The Immortal Life of the Enron E-mails; A decade after the Enron scandal, the company’s internal messages are still helping to advance data science and many other fields

The Immortal Life of the Enron E-mails

A decade after the Enron scandal, the company’s internal messages are still helping to advance data science and many other fields.

By Jessica Leber on July 2, 2013

Corporate corpus: Volumes of e-mails that were sent and received in Enron’s headquarters in Houston, seen here in 2002, are still parsed and dissected by computer scientists and other researchers. Former Enron executive Vincent Kaminski is a modest, semi-retired business school professor from Houston who recently wrote a 960-page bookexplaining the fundamentals of energy markets. His most lasting legacy, however, may involve thousands of e-mails he wrote more than a decade ago at the energy-services company.Kaminski, a former managing director for research who warned repeatedly about concerning practiceshe saw at Enron, is among more than 150 senior executives whose e-mail boxes were dumped onto the Internet by the Federal Energy Regulatory Commission (FERC) on March 26, 2003. In the name of serving the public’s interest during its investigation of Enron, the federal agency made the controversial decision to post online more than 1.6 million e-mails that Enron executives sent and received from 2000 through 2002. FERC eventually culled the trove to remove the most sensitive and personal data, after receiving complaints (see PDF). Even so, the “Enron e-mail corpus,” as the cleaned-up version is now known, remains the largest public domain database of real e-mails in the world—by far.

This corpus, as it is known, is valuable to computer scientists and social-network theorists in ways that the e-mails’ authors and recipients never could have intended. Because it is a rich example of how real people in a real organization use e-mail—full of mundane lunch plans, boring meeting notes, embarrassing flirtations that revealed at least one extramarital affair, and the damning missives that spelled out corruption—it has become the foundation of hundreds of research studies in fields as diverse as machine learning and workplace gender studies.

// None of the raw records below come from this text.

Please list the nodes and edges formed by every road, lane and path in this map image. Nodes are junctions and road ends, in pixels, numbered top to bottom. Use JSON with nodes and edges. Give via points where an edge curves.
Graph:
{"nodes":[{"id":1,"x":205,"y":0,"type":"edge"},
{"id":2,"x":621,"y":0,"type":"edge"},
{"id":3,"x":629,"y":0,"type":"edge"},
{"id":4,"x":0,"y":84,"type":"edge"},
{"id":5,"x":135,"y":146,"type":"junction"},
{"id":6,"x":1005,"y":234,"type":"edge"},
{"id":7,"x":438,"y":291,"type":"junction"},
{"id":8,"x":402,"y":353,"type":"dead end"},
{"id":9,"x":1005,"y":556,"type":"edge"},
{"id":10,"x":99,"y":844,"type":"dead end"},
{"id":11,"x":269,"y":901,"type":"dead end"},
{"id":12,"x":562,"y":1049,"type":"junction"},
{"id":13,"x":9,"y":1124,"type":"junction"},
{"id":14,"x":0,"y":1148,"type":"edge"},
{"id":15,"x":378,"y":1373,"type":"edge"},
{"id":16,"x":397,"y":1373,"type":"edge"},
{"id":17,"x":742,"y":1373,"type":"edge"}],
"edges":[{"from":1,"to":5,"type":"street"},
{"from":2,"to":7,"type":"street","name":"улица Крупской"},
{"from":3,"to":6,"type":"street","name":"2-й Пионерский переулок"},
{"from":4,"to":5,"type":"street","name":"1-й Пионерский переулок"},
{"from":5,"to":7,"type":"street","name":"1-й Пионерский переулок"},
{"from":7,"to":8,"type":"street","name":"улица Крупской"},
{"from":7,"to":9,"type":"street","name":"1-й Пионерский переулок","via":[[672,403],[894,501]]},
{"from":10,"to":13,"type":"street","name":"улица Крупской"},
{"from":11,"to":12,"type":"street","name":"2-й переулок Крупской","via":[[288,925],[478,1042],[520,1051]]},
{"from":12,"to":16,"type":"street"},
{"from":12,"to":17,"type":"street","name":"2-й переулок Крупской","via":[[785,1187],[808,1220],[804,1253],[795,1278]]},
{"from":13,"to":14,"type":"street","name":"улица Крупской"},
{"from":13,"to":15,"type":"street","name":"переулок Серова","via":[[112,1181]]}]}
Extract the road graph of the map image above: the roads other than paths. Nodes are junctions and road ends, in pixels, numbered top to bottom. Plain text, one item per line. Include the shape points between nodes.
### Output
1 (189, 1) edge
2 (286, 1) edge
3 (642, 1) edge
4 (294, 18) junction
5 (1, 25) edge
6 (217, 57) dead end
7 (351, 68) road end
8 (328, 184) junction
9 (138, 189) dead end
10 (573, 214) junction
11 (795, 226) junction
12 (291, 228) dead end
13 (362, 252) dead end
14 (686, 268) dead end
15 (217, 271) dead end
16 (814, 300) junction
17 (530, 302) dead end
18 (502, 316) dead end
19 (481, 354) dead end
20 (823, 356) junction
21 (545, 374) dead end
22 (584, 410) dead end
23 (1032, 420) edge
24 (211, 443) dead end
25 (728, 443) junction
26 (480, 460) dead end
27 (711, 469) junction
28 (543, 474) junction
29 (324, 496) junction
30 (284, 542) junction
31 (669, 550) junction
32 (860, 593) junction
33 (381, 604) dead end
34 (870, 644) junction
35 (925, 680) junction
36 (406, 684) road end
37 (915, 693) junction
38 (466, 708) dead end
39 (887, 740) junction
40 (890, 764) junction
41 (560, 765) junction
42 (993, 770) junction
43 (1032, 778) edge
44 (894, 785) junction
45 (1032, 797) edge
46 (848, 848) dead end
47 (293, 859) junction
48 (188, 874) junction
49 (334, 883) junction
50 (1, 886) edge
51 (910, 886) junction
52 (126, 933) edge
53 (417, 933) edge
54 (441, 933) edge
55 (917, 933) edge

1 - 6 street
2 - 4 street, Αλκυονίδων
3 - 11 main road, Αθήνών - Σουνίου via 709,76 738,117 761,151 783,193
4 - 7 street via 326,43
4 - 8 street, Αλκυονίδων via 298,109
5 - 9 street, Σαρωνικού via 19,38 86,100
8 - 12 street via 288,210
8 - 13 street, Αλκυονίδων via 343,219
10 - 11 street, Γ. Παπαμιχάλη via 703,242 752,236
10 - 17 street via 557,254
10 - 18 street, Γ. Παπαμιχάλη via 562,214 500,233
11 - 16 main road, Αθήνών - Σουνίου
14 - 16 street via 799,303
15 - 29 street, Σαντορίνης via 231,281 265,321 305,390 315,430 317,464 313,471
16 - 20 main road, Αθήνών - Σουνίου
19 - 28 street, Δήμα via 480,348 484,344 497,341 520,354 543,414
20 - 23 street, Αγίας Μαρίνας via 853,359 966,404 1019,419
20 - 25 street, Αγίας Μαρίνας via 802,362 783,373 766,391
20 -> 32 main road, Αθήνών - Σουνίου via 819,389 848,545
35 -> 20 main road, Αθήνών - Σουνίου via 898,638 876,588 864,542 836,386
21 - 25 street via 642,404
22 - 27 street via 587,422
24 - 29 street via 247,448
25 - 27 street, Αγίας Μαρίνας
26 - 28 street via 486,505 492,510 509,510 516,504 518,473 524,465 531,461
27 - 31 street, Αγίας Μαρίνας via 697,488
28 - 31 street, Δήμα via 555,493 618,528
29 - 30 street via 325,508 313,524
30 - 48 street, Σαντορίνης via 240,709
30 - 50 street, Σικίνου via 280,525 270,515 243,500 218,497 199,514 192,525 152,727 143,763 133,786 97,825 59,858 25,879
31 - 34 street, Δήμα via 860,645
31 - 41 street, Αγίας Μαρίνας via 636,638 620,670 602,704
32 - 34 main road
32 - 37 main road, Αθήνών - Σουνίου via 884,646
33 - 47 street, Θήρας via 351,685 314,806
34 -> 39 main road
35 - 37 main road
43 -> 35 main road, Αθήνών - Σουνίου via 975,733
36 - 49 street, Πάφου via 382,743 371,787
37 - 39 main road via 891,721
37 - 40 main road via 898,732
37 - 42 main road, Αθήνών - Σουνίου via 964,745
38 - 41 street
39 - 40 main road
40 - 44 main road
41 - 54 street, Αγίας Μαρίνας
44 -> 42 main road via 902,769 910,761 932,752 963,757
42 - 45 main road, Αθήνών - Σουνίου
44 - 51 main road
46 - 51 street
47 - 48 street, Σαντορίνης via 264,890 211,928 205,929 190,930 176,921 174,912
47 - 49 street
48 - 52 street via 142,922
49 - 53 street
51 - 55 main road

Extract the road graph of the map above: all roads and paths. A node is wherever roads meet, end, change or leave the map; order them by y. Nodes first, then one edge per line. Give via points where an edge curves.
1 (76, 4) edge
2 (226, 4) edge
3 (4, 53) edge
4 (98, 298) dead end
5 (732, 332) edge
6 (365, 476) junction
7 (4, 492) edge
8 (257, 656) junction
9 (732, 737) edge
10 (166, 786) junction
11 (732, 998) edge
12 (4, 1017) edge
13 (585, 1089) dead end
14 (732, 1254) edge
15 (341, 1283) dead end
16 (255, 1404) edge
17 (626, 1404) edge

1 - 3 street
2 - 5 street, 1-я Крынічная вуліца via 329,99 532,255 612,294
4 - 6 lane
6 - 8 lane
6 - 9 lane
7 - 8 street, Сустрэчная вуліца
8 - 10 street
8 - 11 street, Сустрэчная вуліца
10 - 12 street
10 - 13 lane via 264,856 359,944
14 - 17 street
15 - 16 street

This research has had widespread applications: computer scientists have used the corpus to train systems that automatically prioritize certain messages in an in-box and alert users that they may have forgotten about an important message. Other researchers use the Enron corpus to develop systems that automatically organize or summarize messages. Much of today’s software for fraud detection, counterterrorism operations, and mining workplace behavioral patterns over e-mail has been somehow touched by the data set.

“It’s like we are studying yeast,” says William Cohen, a Carnegie Mellon University computer scientist who helped put the corpus in a database that could be mined by researchers. “It’s studied and experimented on because it is a very well understood model organism. [The e-mail generated by] Enron is similar. People are going to keep using it for a long time.”

The Enron e-mails were given their extended life by scientists at MIT, Carnegie Mellon University, and the nonprofit research institute SRI International. Ten years ago, researchers at these institutions were collaborating on the DARPA-funded CALO project, which stands for “Cognitive Assistant that Learns and Organizes,” and whose biggest claim to fame is giving rise to Apple’s Siri software. For CALO, the researchers were cobbling together much smaller e-mail data sets to analyze.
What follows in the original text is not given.